If humanity is going to continue to exploit the space immediately surrounding the Earth measures need to be taken to avoid this space debris. Collisions between this space junk and operating satellites aren’t just costly and damaging, they also create more debris. Now researchers at the University of Bern have made a breakthrough that just might help satellites avoid just collisions. 

The Bern team used the geodesic laser at Optical Ground Station and Geodynamics Observatory Zimmerwald to spot space debris in the daylight. (© Universität Bern / Université de Bern / University of Bern, AIUB)
The Bern team used the geodesic laser at Optical Ground Station and Geodynamics Observatory Zimmerwald to spot space debris in the daylight. (© Universität Bern / Université de Bern / University of Bern, AIUB)

The Bern team is the first in the world to successfully determine the distance from Earth to a piece of space junk in daylight. The researchers performed the feat on June 24th using a geodesic laser fired from Swiss Optical Ground Station and Geodynamics Observatory Zimmerwald. The achievement opens up the possibility of spotting space debris during the day, this means that possible collisions between satellites and space debris can be identified early and mitigation strategies such as evasive manoeuvres can be implemented earlier. 

Being Evasive

Spotting space debris during the day should help prevent events such as the collision that occurred between the operational communications satellite Iridium 33 and the obsolete Cosmos 2251 communications satellite in 2009. Occurring at an altitude of 800 km over Siberia the impact at 11.7 km/s created a cloud of over 2000 pieces of debris — each larger than 10 cm in diameter. Within a matter of months, this cloud of debris had spread across a wide area, and it has been a threat to operational satellites ever since. 

Simulations performed at Lawrence Livermore National Lab on the Testbed Environment for Space Situational Awareness (TESSA) show the collision between Iridium 33 and the Cosmos 2251 communications satellite and the space debris it created. (Lawrence Livermore National Lab)

But one positive did come out of the event, it made both scientists and politicians wake-up to the fact that the problem of space debris can no longer be ignored.

In fact, the risk of collision with space junk in certain orbits around the Earth is so great, that evasive manoeuvres are commonplace. The ESA alone receives thousands of collision warnings for each satellite in its fleet per year! This leads to satellites performing dozens of evasive acts each year. But, it’s vitally important to accurately assess when evasive action is actually needed as they can be costly and time-consuming to perform. 

“The problem of so-called space debris — disused artificial objects in space — took on a new dimension,” says Professor Thomas Schildknecht, head of the Zimmerwald Observatory and deputy director of the Astronomical Institute at the University of Bern. “Unfortunately, the orbits of these disused satellites, launcher upper stages or fragments of collisions and explosions are not known with sufficient accuracy.”

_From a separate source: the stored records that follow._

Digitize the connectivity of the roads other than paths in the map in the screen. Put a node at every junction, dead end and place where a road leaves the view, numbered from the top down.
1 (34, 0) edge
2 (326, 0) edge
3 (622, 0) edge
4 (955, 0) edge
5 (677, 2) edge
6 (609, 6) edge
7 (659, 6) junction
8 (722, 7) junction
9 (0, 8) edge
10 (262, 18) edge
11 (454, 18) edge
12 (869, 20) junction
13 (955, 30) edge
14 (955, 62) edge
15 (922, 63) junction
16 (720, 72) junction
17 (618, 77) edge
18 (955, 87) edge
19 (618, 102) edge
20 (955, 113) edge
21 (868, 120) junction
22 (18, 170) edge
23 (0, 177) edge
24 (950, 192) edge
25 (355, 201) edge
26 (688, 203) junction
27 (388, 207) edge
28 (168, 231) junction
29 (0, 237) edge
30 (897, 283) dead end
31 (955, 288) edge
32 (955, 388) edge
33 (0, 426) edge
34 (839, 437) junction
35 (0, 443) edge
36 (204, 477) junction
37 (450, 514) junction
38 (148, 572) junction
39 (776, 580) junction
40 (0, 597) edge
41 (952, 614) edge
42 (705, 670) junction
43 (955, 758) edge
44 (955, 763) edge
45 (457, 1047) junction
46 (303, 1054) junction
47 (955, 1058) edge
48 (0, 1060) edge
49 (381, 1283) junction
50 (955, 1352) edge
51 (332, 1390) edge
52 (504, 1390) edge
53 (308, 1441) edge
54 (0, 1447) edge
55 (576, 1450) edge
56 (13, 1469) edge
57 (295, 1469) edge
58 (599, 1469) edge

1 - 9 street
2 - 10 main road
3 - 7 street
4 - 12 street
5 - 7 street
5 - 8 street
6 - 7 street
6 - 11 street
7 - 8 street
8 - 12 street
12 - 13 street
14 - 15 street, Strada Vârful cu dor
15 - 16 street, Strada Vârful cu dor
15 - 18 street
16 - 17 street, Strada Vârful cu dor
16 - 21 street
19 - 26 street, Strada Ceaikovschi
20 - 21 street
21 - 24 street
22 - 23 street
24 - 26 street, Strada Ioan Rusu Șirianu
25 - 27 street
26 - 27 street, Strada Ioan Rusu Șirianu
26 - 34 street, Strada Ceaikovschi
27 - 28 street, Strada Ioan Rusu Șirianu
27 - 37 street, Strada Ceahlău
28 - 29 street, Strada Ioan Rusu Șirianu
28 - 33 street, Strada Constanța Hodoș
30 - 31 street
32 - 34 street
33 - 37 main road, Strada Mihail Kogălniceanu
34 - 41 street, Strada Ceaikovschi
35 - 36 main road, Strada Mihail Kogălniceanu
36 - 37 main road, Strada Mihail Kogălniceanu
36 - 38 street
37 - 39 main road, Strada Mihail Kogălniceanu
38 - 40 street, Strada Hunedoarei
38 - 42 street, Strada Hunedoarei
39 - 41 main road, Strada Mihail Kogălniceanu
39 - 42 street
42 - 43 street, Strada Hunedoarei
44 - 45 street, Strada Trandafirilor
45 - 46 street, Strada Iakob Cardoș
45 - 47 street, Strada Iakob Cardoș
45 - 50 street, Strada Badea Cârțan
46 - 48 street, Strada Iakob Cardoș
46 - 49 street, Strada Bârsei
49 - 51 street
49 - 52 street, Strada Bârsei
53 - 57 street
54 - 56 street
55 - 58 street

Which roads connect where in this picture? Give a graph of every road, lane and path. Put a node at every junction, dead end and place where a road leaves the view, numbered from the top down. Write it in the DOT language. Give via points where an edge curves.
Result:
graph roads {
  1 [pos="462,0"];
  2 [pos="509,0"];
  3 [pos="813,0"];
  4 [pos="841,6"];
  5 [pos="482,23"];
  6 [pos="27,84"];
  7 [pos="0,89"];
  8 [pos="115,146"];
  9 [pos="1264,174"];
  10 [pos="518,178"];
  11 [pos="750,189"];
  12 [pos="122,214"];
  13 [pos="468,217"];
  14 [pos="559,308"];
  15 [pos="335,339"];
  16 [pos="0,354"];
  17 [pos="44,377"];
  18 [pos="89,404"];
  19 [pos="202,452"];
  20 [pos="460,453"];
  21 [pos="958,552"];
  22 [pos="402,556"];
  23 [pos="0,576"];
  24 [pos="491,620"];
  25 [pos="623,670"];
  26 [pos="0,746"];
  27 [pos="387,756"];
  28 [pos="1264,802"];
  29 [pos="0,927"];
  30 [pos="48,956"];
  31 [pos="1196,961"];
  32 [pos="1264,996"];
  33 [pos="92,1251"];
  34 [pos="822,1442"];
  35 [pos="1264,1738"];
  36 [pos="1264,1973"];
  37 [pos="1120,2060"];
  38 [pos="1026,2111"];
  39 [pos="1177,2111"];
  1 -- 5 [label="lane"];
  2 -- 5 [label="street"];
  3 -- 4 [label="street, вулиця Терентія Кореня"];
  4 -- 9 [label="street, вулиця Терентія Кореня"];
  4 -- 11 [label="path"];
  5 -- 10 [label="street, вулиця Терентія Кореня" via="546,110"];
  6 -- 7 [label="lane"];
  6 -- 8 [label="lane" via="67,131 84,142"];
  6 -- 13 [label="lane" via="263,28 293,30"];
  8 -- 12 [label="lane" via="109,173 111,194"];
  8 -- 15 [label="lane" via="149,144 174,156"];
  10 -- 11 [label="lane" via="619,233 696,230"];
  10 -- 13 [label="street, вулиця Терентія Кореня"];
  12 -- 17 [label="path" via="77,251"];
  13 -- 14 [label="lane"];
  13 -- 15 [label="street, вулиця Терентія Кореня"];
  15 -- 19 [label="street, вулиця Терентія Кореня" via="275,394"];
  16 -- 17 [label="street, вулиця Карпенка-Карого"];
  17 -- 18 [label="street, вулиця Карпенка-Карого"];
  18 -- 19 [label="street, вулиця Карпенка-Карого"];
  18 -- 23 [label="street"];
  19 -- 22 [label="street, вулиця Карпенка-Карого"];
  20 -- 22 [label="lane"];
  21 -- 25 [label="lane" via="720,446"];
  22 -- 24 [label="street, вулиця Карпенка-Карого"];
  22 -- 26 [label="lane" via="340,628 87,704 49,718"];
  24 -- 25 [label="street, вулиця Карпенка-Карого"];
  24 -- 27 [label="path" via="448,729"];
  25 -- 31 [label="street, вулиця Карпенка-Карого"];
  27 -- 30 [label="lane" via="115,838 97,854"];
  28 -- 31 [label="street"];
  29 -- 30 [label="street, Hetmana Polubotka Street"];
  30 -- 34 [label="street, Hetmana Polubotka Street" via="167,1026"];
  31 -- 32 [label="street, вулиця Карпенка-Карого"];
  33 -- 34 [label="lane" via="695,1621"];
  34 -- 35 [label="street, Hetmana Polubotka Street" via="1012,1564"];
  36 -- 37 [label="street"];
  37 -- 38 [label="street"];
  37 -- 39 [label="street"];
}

Thus, as well as reducing collision risk, daytime observations of space debris could mean that unnecessary evasive action is avoided. There could be another benefit to early debris detection too. 

Many researchers are currently investigating the possibility of missions to clear space debris. One such example is the work of Antônio Delson Conceição de Jesus and Gabriel Luiz F. Santos, both from the State University of Feira de Santana, Bahia, Brazil, recently published in the journal EPJ Special Topics. The pair modelled the complex rendezvous manoeuvres that would be required to bring a ‘tug vehicle’ into contact with space junk. Better positioning debris clusters could assist these efforts considerably.

Fun with Lasers

Currently, the position of space debris can only be estimated with a precision of around a few hundred metres, but the team from Bern believe that using the satellite laser ranging method they employed to make their daylight measurement, this margin of error can be slashed down to just a few meters, a massive improvement in accuracy. 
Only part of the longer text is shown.